1Sam 16, 1-13; Sal 88; Mc 2, 23-28

Uno de los ámbitos más propicios para crear lazos de unidad es la mesa. Debería ser sagrada, en las familias, la costumbre de comer juntos al menos una vez a la semana. Sangra el hogar cuando, en el calor de una discusión, uno de los comensales se levanta y abandona la mesa; la comida se vuelve insípida, el vino se torna aguado, y el silencio impide tragar. Un amigo mío, cuando se vio en semejante situación, en lugar de abandonar la mesa decidió levantarse y volcarla, con platos, jarras, vasos, botellas y cordero incluido.
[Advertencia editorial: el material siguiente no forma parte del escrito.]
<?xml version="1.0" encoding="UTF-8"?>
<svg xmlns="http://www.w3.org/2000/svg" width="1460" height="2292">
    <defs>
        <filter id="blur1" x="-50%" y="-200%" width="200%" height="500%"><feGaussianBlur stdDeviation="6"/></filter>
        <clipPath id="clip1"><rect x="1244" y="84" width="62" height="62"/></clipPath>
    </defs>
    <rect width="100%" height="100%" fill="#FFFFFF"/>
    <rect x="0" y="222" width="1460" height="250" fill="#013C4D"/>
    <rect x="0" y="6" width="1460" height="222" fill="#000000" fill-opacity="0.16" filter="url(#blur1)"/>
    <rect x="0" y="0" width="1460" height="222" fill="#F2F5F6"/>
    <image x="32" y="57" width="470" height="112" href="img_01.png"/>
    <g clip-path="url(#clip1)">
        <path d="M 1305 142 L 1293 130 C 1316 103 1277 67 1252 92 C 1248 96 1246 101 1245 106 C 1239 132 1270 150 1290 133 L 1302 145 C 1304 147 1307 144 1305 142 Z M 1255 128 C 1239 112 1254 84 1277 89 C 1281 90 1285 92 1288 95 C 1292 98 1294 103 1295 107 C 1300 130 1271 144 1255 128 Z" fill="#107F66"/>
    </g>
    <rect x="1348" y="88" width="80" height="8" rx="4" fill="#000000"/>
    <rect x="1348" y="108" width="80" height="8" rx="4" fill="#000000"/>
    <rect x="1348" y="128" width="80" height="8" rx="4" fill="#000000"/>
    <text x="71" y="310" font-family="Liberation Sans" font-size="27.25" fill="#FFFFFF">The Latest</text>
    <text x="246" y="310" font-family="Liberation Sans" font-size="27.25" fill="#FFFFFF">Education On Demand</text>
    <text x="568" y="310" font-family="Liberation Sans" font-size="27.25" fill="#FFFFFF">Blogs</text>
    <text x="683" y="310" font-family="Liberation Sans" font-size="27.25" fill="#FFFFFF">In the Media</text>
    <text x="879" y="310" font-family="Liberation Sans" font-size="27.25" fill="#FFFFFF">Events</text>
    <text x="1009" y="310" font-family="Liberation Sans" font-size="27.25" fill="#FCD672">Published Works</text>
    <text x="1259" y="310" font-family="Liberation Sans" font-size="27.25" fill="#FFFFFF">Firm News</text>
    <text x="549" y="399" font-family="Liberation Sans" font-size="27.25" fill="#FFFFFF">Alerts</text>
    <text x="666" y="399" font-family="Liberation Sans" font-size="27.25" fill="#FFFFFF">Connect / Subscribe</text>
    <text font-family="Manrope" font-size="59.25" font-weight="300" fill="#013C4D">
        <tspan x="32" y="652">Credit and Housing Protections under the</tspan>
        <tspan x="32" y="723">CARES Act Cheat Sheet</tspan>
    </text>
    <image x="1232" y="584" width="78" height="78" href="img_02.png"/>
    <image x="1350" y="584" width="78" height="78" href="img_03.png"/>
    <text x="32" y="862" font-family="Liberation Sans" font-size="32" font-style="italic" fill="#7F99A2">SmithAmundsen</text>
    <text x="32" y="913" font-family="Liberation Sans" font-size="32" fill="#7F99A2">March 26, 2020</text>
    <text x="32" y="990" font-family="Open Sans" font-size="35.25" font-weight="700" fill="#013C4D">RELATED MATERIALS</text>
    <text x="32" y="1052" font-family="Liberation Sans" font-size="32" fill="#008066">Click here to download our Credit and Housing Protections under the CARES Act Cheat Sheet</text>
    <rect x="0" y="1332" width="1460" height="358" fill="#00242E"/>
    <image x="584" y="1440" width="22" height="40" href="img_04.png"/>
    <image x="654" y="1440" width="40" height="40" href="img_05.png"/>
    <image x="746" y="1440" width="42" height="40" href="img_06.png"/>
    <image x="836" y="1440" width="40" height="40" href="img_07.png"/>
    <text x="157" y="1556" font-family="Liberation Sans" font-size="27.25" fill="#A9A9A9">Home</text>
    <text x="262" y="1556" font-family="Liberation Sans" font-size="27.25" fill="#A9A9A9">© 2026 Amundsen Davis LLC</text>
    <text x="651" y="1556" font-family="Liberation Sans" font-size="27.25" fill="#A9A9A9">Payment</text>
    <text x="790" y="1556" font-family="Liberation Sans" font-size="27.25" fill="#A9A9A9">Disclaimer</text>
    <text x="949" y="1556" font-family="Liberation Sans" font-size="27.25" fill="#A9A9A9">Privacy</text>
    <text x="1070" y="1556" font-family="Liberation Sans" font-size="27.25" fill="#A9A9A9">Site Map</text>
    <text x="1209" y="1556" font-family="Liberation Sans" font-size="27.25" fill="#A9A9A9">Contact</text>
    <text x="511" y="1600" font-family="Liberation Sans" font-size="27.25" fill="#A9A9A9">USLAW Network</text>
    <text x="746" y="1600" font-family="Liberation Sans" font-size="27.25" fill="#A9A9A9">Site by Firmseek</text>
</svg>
Estaba en un restaurante, y el gesto, aunque escandaloso, fue sugerente: si la mesa no sirve para crear unidad, no merece estar de pie… ¡A paseo con ella! En cuanto a mí, últimamente me cuido mucho a la hora de aceptar invitaciones; hay circunstancias en que la función de crear unidad se vuelve imposible para la mesa y para un servidor. Por eso, procuro escabullirme cuando me invitan esas personas que, no contentos con no fumar ni beber ellos, si les pides permiso para encender un cigarrillo emplean media hora en buscar un cenicero para darte a entender que les estás tocando las narices, o no saben ofrecerte una cerveza fresca antes de la comida, porque ignoran que tan saludable bebida crea un sanísimo «lecho» en que depositar la carne y el vino. Huyo también de los vegetarianos… ¿Cómo puede crearse un vínculo serio entre berenjenas, lechugas y repollo?… Me alegra saber que Samuel era «de los míos»: no se sentaba a comer con cualquiera. Aún a riesgo de que se enfriase la sopa, se negó a probar el primer canapé hasta que llegase el joven pastor David: «Manda por él, que no nos sentaremos a la mesa mientras no llegue».

Una mesa sin pastor es como una comida de domingo de la que se excluye al cabeza de familia: no interesa más que a los estómagos… Y es que la mesa, por sí sola, ayuda pero no basta. Se precisa, para crear una verdadera unidad, a un pastor sentado en la silla de la presidencia: un pastor de buen apetito, que bendiga la mesa y después coma y beba bien, como quien da gracias a Dios y a los hombres, y que trence, en torno a esa deliciosa «unidad estomacal», un tejido de cariño y buen humor capaz de hacer naturales las verdades más profundas… Mientras ese Pastor no llegue, el pan debe permanecer intacto.

«¿No habéis leído nunca lo que hizo David(…)? Entró en la casa de Dios (…), comió de los panes presentados, que sólo pueden comer los sacerdotes, y les dio también a sus compañeros»… Se acaba el folio: dejemos que la imagen deje paso a la realidad. David, el pastor, es Cristo; la mesa, el Altar, y el pan la Eucaristía. La unidad de los cristianos se crea en torno a esa Mesa, ese Pastor, y ese Pan. Si el Cuerpo de Cristo está roto, es porque muchos han abandonado el altar, o se han acercado a él indignamente, sembrando división. ¿Quieres aliviar sus heridas?: asiste a misa, adora al Pastor sacramentado, comulga… Y da gracias a la Madre que ha puesto la Mesa y ha dejado en ella el Pan de Vida… ¡María!